• [Exercise data]
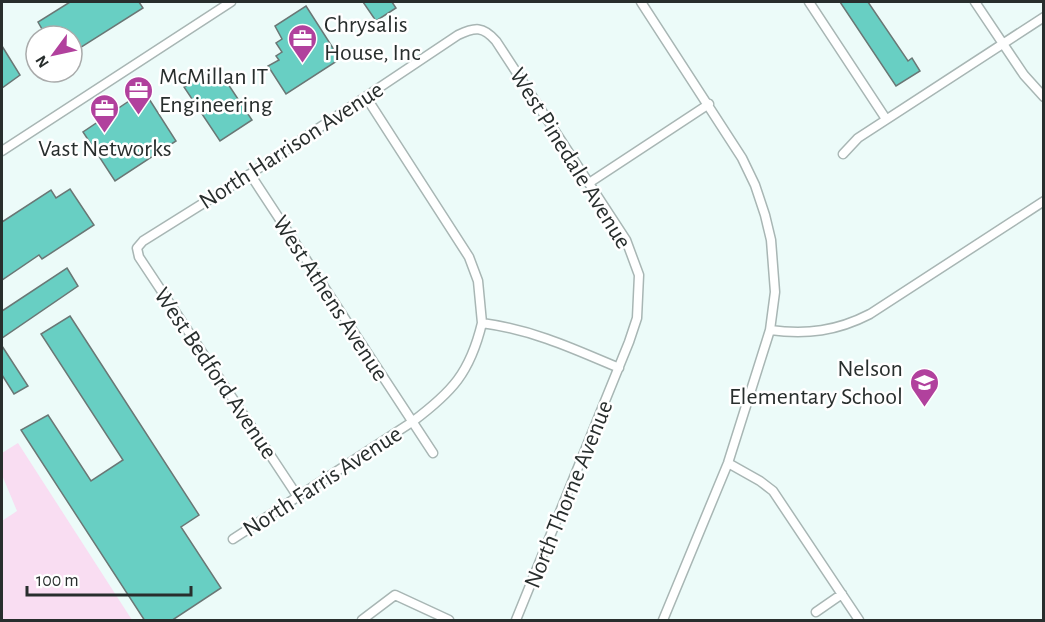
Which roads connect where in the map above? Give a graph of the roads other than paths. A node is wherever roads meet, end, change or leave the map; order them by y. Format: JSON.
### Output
{"nodes":[{"id":1,"x":231,"y":2,"type":"edge"},
{"id":2,"x":641,"y":2,"type":"edge"},
{"id":3,"x":809,"y":2,"type":"edge"},
{"id":4,"x":975,"y":2,"type":"edge"},
{"id":5,"x":1044,"y":17,"type":"edge"},
{"id":6,"x":479,"y":29,"type":"joint"},
{"id":7,"x":1002,"y":44,"type":"junction"},
{"id":8,"x":366,"y":97,"type":"junction"},
{"id":9,"x":1044,"y":97,"type":"edge"},
{"id":10,"x":709,"y":104,"type":"junction"},
{"id":11,"x":886,"y":119,"type":"junction"},
{"id":12,"x":2,"y":151,"type":"edge"},
{"id":13,"x":843,"y":154,"type":"dead end"},
{"id":14,"x":250,"y":174,"type":"junction"},
{"id":15,"x":590,"y":183,"type":"junction"},
{"id":16,"x":1044,"y":201,"type":"edge"},
{"id":17,"x":137,"y":248,"type":"joint"},
{"id":18,"x":482,"y":323,"type":"junction"},
{"id":19,"x":770,"y":330,"type":"junction"},
{"id":20,"x":619,"y":368,"type":"junction"},
{"id":21,"x":412,"y":422,"type":"junction"},
{"id":22,"x":433,"y":453,"type":"dead end"},
{"id":23,"x":728,"y":463,"type":"junction"},
{"id":24,"x":298,"y":497,"type":"junction"},
{"id":25,"x":233,"y":539,"type":"dead end"},
{"id":26,"x":842,"y":594,"type":"junction"},
{"id":27,"x":816,"y":612,"type":"dead end"},
{"id":28,"x":362,"y":621,"type":"edge"},
{"id":29,"x":449,"y":621,"type":"edge"},
{"id":30,"x":516,"y":621,"type":"edge"},
{"id":31,"x":663,"y":621,"type":"edge"},
{"id":32,"x":859,"y":621,"type":"edge"}],
"edges":[{"from":1,"to":12,"type":"street"},
{"from":2,"to":10,"type":"street"},
{"from":3,"to":11,"type":"street"},
{"from":4,"to":7,"type":"street"},
{"from":5,"to":7,"type":"street"},
{"from":6,"to":8,"type":"street","name":"North Harrison Avenue"},
{"from":6,"to":15,"type":"street","name":"West Pinedale Avenue"},
{"from":7,"to":9,"type":"street"},
{"from":7,"to":11,"type":"street"},
{"from":8,"to":14,"type":"street","name":"North Harrison Avenue"},
{"from":8,"to":18,"type":"street","name":"North Farris Avenue"},
{"from":10,"to":15,"type":"street"},
{"from":10,"to":19,"type":"street"},
{"from":11,"to":13,"type":"street"},
{"from":14,"to":17,"type":"street","name":"North Harrison Avenue"},
{"from":14,"to":21,"type":"street","name":"West Athens Avenue"},
{"from":15,"to":20,"type":"street","name":"West Pinedale Avenue"},
{"from":16,"to":19,"type":"street"},
{"from":17,"to":24,"type":"street","name":"West Bedford Avenue"},
{"from":18,"to":20,"type":"street"},
{"from":18,"to":21,"type":"street","name":"North Farris Avenue"},
{"from":19,"to":23,"type":"street"},
{"from":20,"to":30,"type":"street","name":"North Thorne Avenue"},
{"from":21,"to":22,"type":"street","name":"North Farris Avenue"},
{"from":21,"to":24,"type":"street","name":"North Farris Avenue"},
{"from":23,"to":26,"type":"street"},
{"from":23,"to":31,"type":"street"},
{"from":24,"to":25,"type":"street","name":"North Farris Avenue"},
{"from":26,"to":27,"type":"street"},
{"from":26,"to":32,"type":"street"},
{"from":28,"to":29,"type":"street"}]}
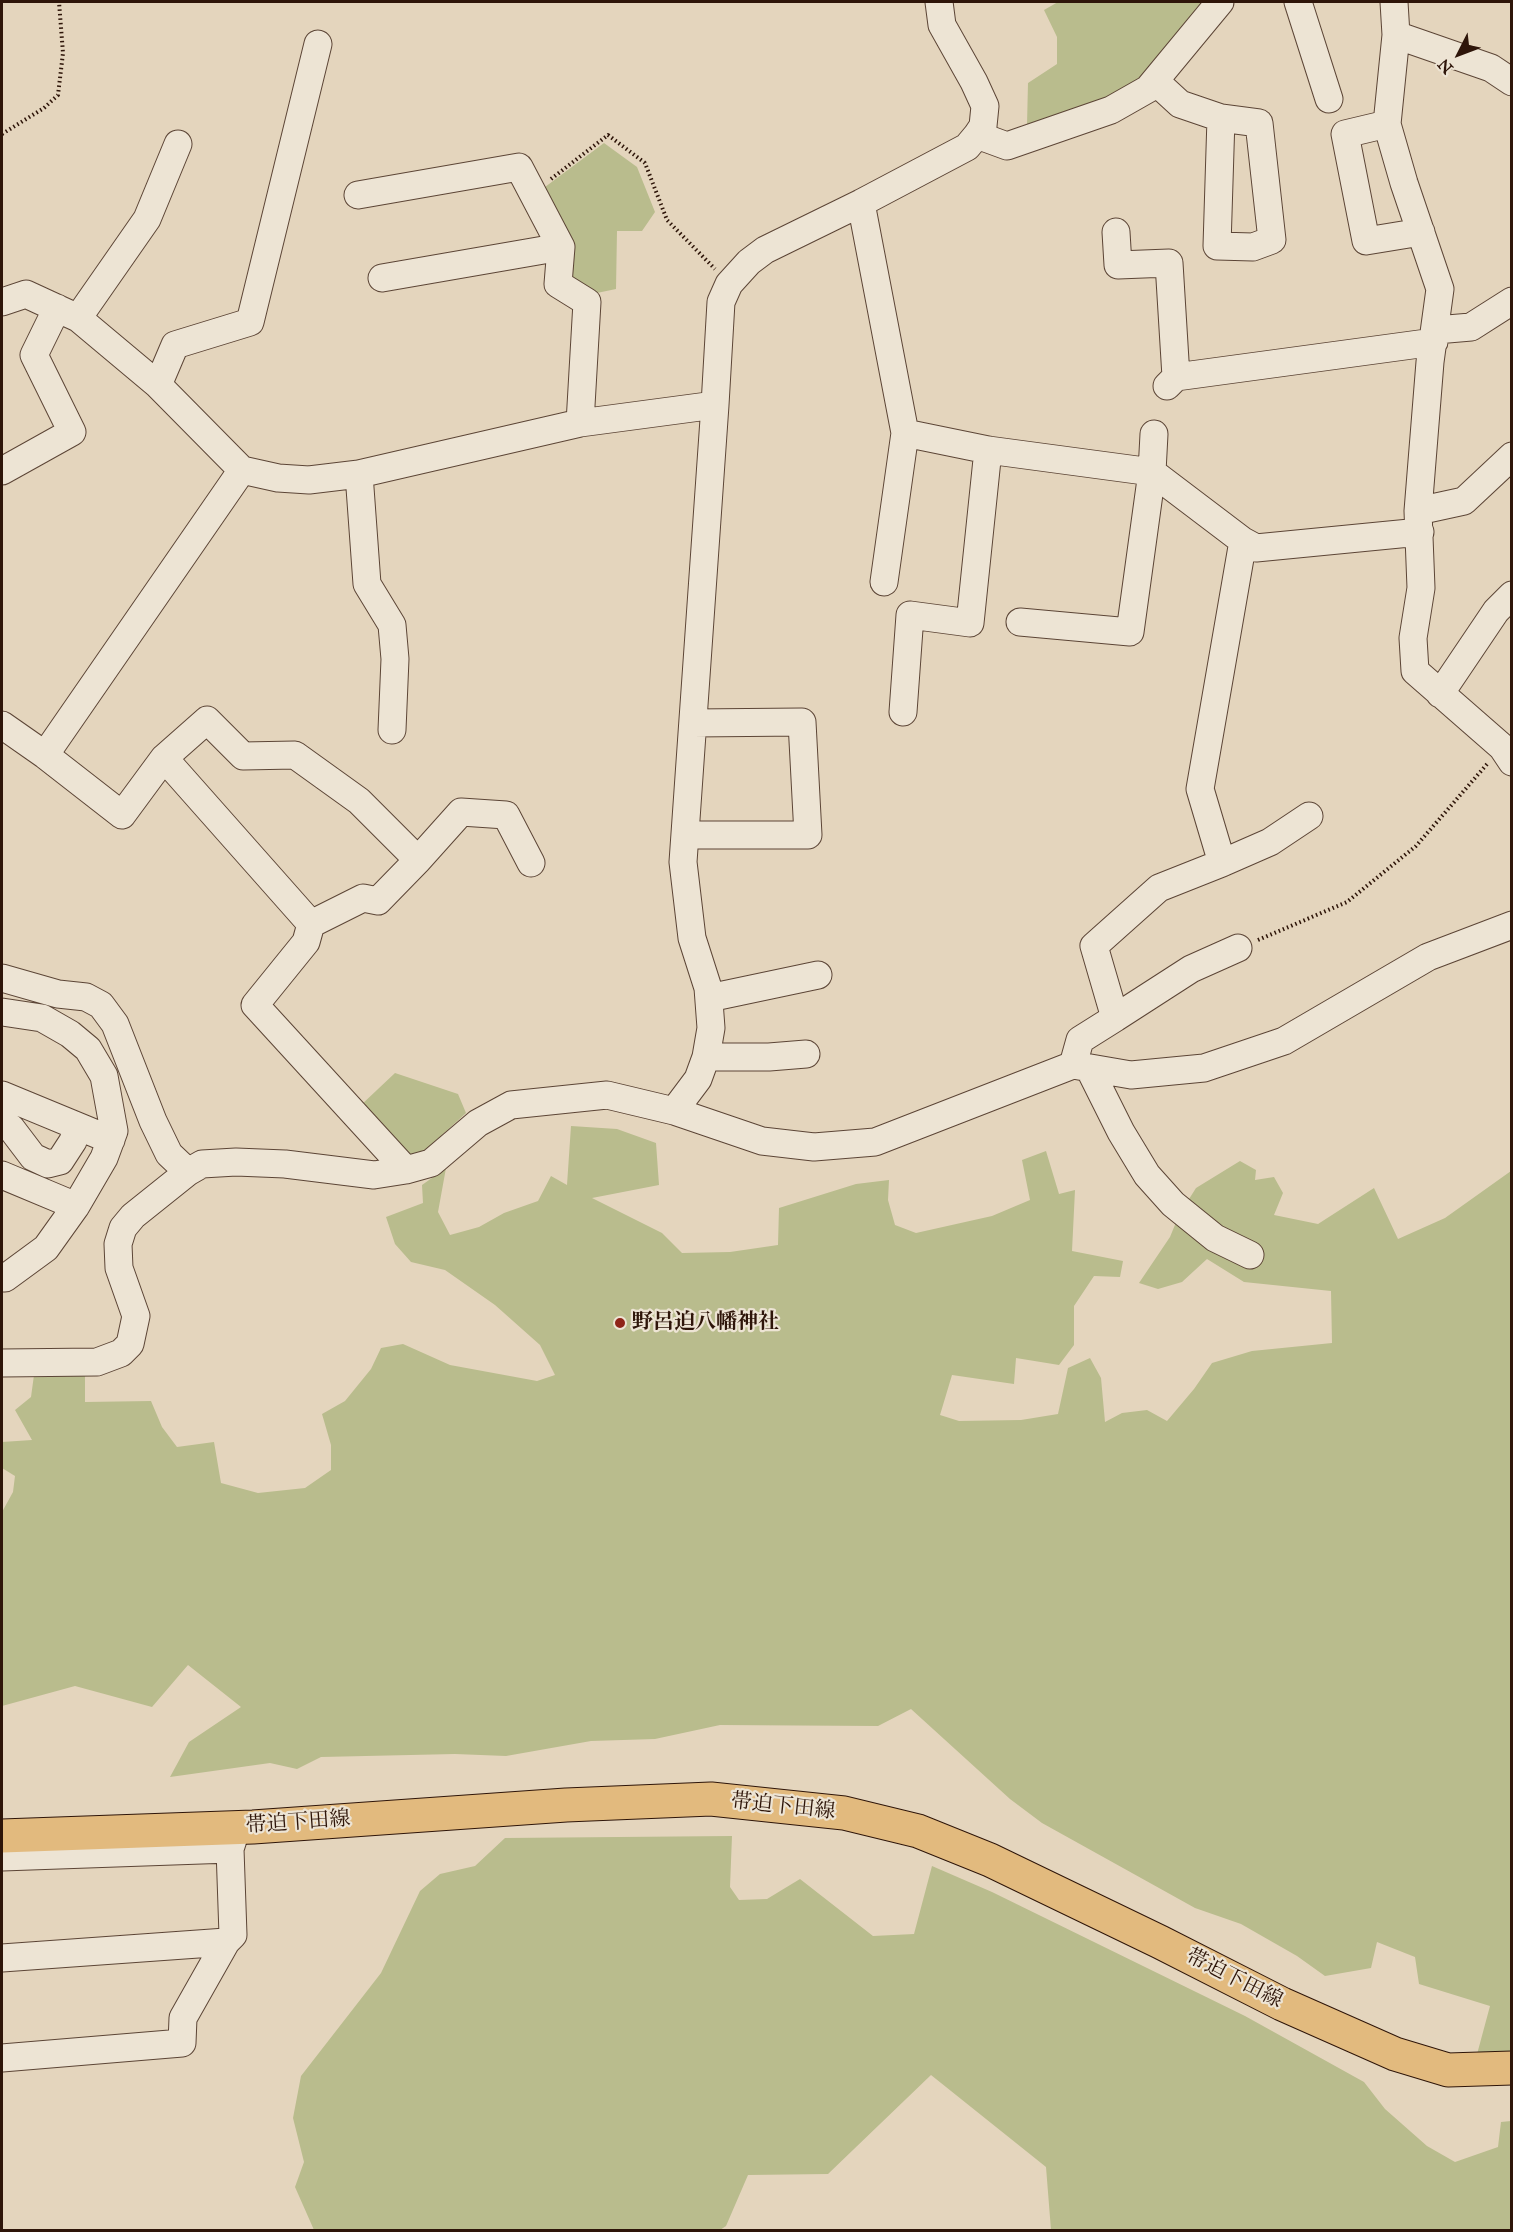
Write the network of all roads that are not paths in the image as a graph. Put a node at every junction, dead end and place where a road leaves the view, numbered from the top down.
1 (939, 2) edge
2 (1220, 2) edge
3 (1298, 2) edge
4 (1394, 2) edge
5 (1396, 35) junction
6 (318, 44) dead end
7 (1155, 81) junction
8 (1512, 82) edge
9 (1329, 99) dead end
10 (1221, 118) junction
11 (1387, 124) junction
12 (977, 135) junction
13 (178, 144) dead end
14 (358, 195) dead end
15 (861, 203) junction
16 (1116, 232) dead end
17 (1421, 232) junction
18 (561, 247) junction
19 (382, 278) dead end
20 (1512, 301) edge
21 (2, 302) edge
22 (68, 313) junction
23 (1435, 336) junction
24 (158, 385) junction
25 (716, 405) junction
26 (580, 423) junction
27 (904, 432) junction
28 (1154, 434) dead end
29 (988, 450) junction
30 (1512, 456) edge
31 (242, 470) junction
32 (2, 471) edge
33 (1152, 472) junction
34 (359, 474) junction
35 (1419, 522) junction
36 (1243, 541) junction
37 (884, 582) dead end
38 (1512, 595) edge
39 (1020, 622) dead end
40 (1440, 694) junction
41 (903, 712) dead end
42 (693, 723) junction
43 (2, 725) edge
44 (392, 730) dead end
45 (1507, 754) edge
46 (45, 755) junction
47 (164, 758) junction
48 (1309, 816) dead end
49 (685, 835) junction
50 (418, 860) junction
51 (531, 863) dead end
52 (1222, 863) junction
53 (311, 924) junction
54 (1512, 925) edge
55 (1238, 948) road end
56 (818, 975) dead end
57 (2, 978) edge
58 (709, 998) junction
59 (2, 1012) edge
60 (1115, 1018) junction
61 (806, 1054) dead end
62 (706, 1057) junction
63 (1081, 1066) junction
64 (2, 1095) edge
65 (674, 1111) junction
66 (2, 1122) edge
67 (77, 1127) junction
68 (111, 1140) junction
69 (406, 1170) junction
70 (188, 1172) junction
71 (2, 1175) edge
72 (76, 1206) junction
73 (1250, 1255) dead end
74 (2, 1278) edge
75 (2, 1363) edge
76 (2, 1836) edge
77 (234, 1838) junction
78 (2, 1857) edge
79 (226, 1942) junction
80 (2, 1958) edge
81 (2, 2058) edge
82 (1510, 2075) edge

1 - 12 street
2 - 7 street
3 - 9 street
4 - 5 street
5 - 8 street
5 - 11 street
6 - 24 street
7 - 10 street
7 - 12 street
10 - 10 street
11 - 17 street
11 - 17 street
12 - 15 street
13 - 22 street
14 - 18 street
15 - 25 street
15 - 27 street
16 - 23 street
17 - 23 street
18 - 19 street
18 - 26 street
20 - 23 street
21 - 22 street
22 - 24 street
22 - 32 street
23 - 35 street
24 - 31 street
25 - 26 street
25 - 42 street
26 - 34 street
27 - 29 street
27 - 37 street
28 - 33 street
29 - 33 street
29 - 41 street
30 - 35 street
31 - 34 street
31 - 46 street
33 - 36 street
33 - 39 street
34 - 44 street
35 - 36 street
35 - 40 street
36 - 52 street
38 - 40 street
40 - 45 street
42 - 49 street
42 - 49 street
43 - 46 street
46 - 47 street
47 - 50 street
47 - 53 street
48 - 52 street
49 - 58 street
50 - 51 street
50 - 53 street
52 - 60 street
53 - 69 street
54 - 63 street
55 - 60 street
56 - 58 street
57 - 70 street
58 - 62 street
59 - 68 street
60 - 63 street
61 - 62 street
62 - 65 street
63 - 65 street
63 - 73 street
64 - 67 street
65 - 69 street
66 - 67 street
67 - 68 street
68 - 72 street
69 - 70 street
70 - 75 street
71 - 72 street
72 - 74 street
76 - 77 main road, 帯迫下田線
77 - 78 street
77 - 79 street
77 - 82 main road, 帯迫下田線
79 - 80 street
79 - 81 street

• [Directions]
Transcribe all records verbatim, no pictures.

• [Output below]
Which roads connect where in the map above? Give a graph of the roads other than paths. A node is wherever roads meet, end, change or leave the map; order them by y. Format: JSON.
### Output
{"nodes":[{"id":1,"x":231,"y":2,"type":"edge"},
{"id":2,"x":641,"y":2,"type":"edge"},
{"id":3,"x":809,"y":2,"type":"edge"},
{"id":4,"x":975,"y":2,"type":"edge"},
{"id":5,"x":1044,"y":17,"type":"edge"},
{"id":6,"x":479,"y":29,"type":"joint"},
{"id":7,"x":1002,"y":44,"type":"junction"},
{"id":8,"x":366,"y":97,"type":"junction"},
{"id":9,"x":1044,"y":97,"type":"edge"},
{"id":10,"x":709,"y":104,"type":"junction"},
{"id":11,"x":886,"y":119,"type":"junction"},
{"id":12,"x":2,"y":151,"type":"edge"},
{"id":13,"x":843,"y":154,"type":"dead end"},
{"id":14,"x":250,"y":174,"type":"junction"},
{"id":15,"x":590,"y":183,"type":"junction"},
{"id":16,"x":1044,"y":201,"type":"edge"},
{"id":17,"x":137,"y":248,"type":"joint"},
{"id":18,"x":482,"y":323,"type":"junction"},
{"id":19,"x":770,"y":330,"type":"junction"},
{"id":20,"x":619,"y":368,"type":"junction"},
{"id":21,"x":412,"y":422,"type":"junction"},
{"id":22,"x":433,"y":453,"type":"dead end"},
{"id":23,"x":728,"y":463,"type":"junction"},
{"id":24,"x":298,"y":497,"type":"junction"},
{"id":25,"x":233,"y":539,"type":"dead end"},
{"id":26,"x":842,"y":594,"type":"junction"},
{"id":27,"x":816,"y":612,"type":"dead end"},
{"id":28,"x":362,"y":621,"type":"edge"},
{"id":29,"x":449,"y":621,"type":"edge"},
{"id":30,"x":516,"y":621,"type":"edge"},
{"id":31,"x":663,"y":621,"type":"edge"},
{"id":32,"x":859,"y":621,"type":"edge"}],
"edges":[{"from":1,"to":12,"type":"street"},
{"from":2,"to":10,"type":"street"},
{"from":3,"to":11,"type":"street"},
{"from":4,"to":7,"type":"street"},
{"from":5,"to":7,"type":"street"},
{"from":6,"to":8,"type":"street","name":"North Harrison Avenue"},
{"from":6,"to":15,"type":"street","name":"West Pinedale Avenue"},
{"from":7,"to":9,"type":"street"},
{"from":7,"to":11,"type":"street"},
{"from":8,"to":14,"type":"street","name":"North Harrison Avenue"},
{"from":8,"to":18,"type":"street","name":"North Farris Avenue"},
{"from":10,"to":15,"type":"street"},
{"from":10,"to":19,"type":"street"},
{"from":11,"to":13,"type":"street"},
{"from":14,"to":17,"type":"street","name":"North Harrison Avenue"},
{"from":14,"to":21,"type":"street","name":"West Athens Avenue"},
{"from":15,"to":20,"type":"street","name":"West Pinedale Avenue"},
{"from":16,"to":19,"type":"street"},
{"from":17,"to":24,"type":"street","name":"West Bedford Avenue"},
{"from":18,"to":20,"type":"street"},
{"from":18,"to":21,"type":"street","name":"North Farris Avenue"},
{"from":19,"to":23,"type":"street"},
{"from":20,"to":30,"type":"street","name":"North Thorne Avenue"},
{"from":21,"to":22,"type":"street","name":"North Farris Avenue"},
{"from":21,"to":24,"type":"street","name":"North Farris Avenue"},
{"from":23,"to":26,"type":"street"},
{"from":23,"to":31,"type":"street"},
{"from":24,"to":25,"type":"street","name":"North Farris Avenue"},
{"from":26,"to":27,"type":"street"},
{"from":26,"to":32,"type":"street"},
{"from":28,"to":29,"type":"street"}]}
Write the network of all roads that are not paths in the image as a graph. Put a node at every junction, dead end and place where a road leaves the view, numbered from the top down.
1 (939, 2) edge
2 (1220, 2) edge
3 (1298, 2) edge
4 (1394, 2) edge
5 (1396, 35) junction
6 (318, 44) dead end
7 (1155, 81) junction
8 (1512, 82) edge
9 (1329, 99) dead end
10 (1221, 118) junction
11 (1387, 124) junction
12 (977, 135) junction
13 (178, 144) dead end
14 (358, 195) dead end
15 (861, 203) junction
16 (1116, 232) dead end
17 (1421, 232) junction
18 (561, 247) junction
19 (382, 278) dead end
20 (1512, 301) edge
21 (2, 302) edge
22 (68, 313) junction
23 (1435, 336) junction
24 (158, 385) junction
25 (716, 405) junction
26 (580, 423) junction
27 (904, 432) junction
28 (1154, 434) dead end
29 (988, 450) junction
30 (1512, 456) edge
31 (242, 470) junction
32 (2, 471) edge
33 (1152, 472) junction
34 (359, 474) junction
35 (1419, 522) junction
36 (1243, 541) junction
37 (884, 582) dead end
38 (1512, 595) edge
39 (1020, 622) dead end
40 (1440, 694) junction
41 (903, 712) dead end
42 (693, 723) junction
43 (2, 725) edge
44 (392, 730) dead end
45 (1507, 754) edge
46 (45, 755) junction
47 (164, 758) junction
48 (1309, 816) dead end
49 (685, 835) junction
50 (418, 860) junction
51 (531, 863) dead end
52 (1222, 863) junction
53 (311, 924) junction
54 (1512, 925) edge
55 (1238, 948) road end
56 (818, 975) dead end
57 (2, 978) edge
58 (709, 998) junction
59 (2, 1012) edge
60 (1115, 1018) junction
61 (806, 1054) dead end
62 (706, 1057) junction
63 (1081, 1066) junction
64 (2, 1095) edge
65 (674, 1111) junction
66 (2, 1122) edge
67 (77, 1127) junction
68 (111, 1140) junction
69 (406, 1170) junction
70 (188, 1172) junction
71 (2, 1175) edge
72 (76, 1206) junction
73 (1250, 1255) dead end
74 (2, 1278) edge
75 (2, 1363) edge
76 (2, 1836) edge
77 (234, 1838) junction
78 (2, 1857) edge
79 (226, 1942) junction
80 (2, 1958) edge
81 (2, 2058) edge
82 (1510, 2075) edge

1 - 12 street
2 - 7 street
3 - 9 street
4 - 5 street
5 - 8 street
5 - 11 street
6 - 24 street
7 - 10 street
7 - 12 street
10 - 10 street
11 - 17 street
11 - 17 street
12 - 15 street
13 - 22 street
14 - 18 street
15 - 25 street
15 - 27 street
16 - 23 street
17 - 23 street
18 - 19 street
18 - 26 street
20 - 23 street
21 - 22 street
22 - 24 street
22 - 32 street
23 - 35 street
24 - 31 street
25 - 26 street
25 - 42 street
26 - 34 street
27 - 29 street
27 - 37 street
28 - 33 street
29 - 33 street
29 - 41 street
30 - 35 street
31 - 34 street
31 - 46 street
33 - 36 street
33 - 39 street
34 - 44 street
35 - 36 street
35 - 40 street
36 - 52 street
38 - 40 street
40 - 45 street
42 - 49 street
42 - 49 street
43 - 46 street
46 - 47 street
47 - 50 street
47 - 53 street
48 - 52 street
49 - 58 street
50 - 51 street
50 - 53 street
52 - 60 street
53 - 69 street
54 - 63 street
55 - 60 street
56 - 58 street
57 - 70 street
58 - 62 street
59 - 68 street
60 - 63 street
61 - 62 street
62 - 65 street
63 - 65 street
63 - 73 street
64 - 67 street
65 - 69 street
66 - 67 street
67 - 68 street
68 - 72 street
69 - 70 street
70 - 75 street
71 - 72 street
72 - 74 street
76 - 77 main road, 帯迫下田線
77 - 78 street
77 - 79 street
77 - 82 main road, 帯迫下田線
79 - 80 street
79 - 81 street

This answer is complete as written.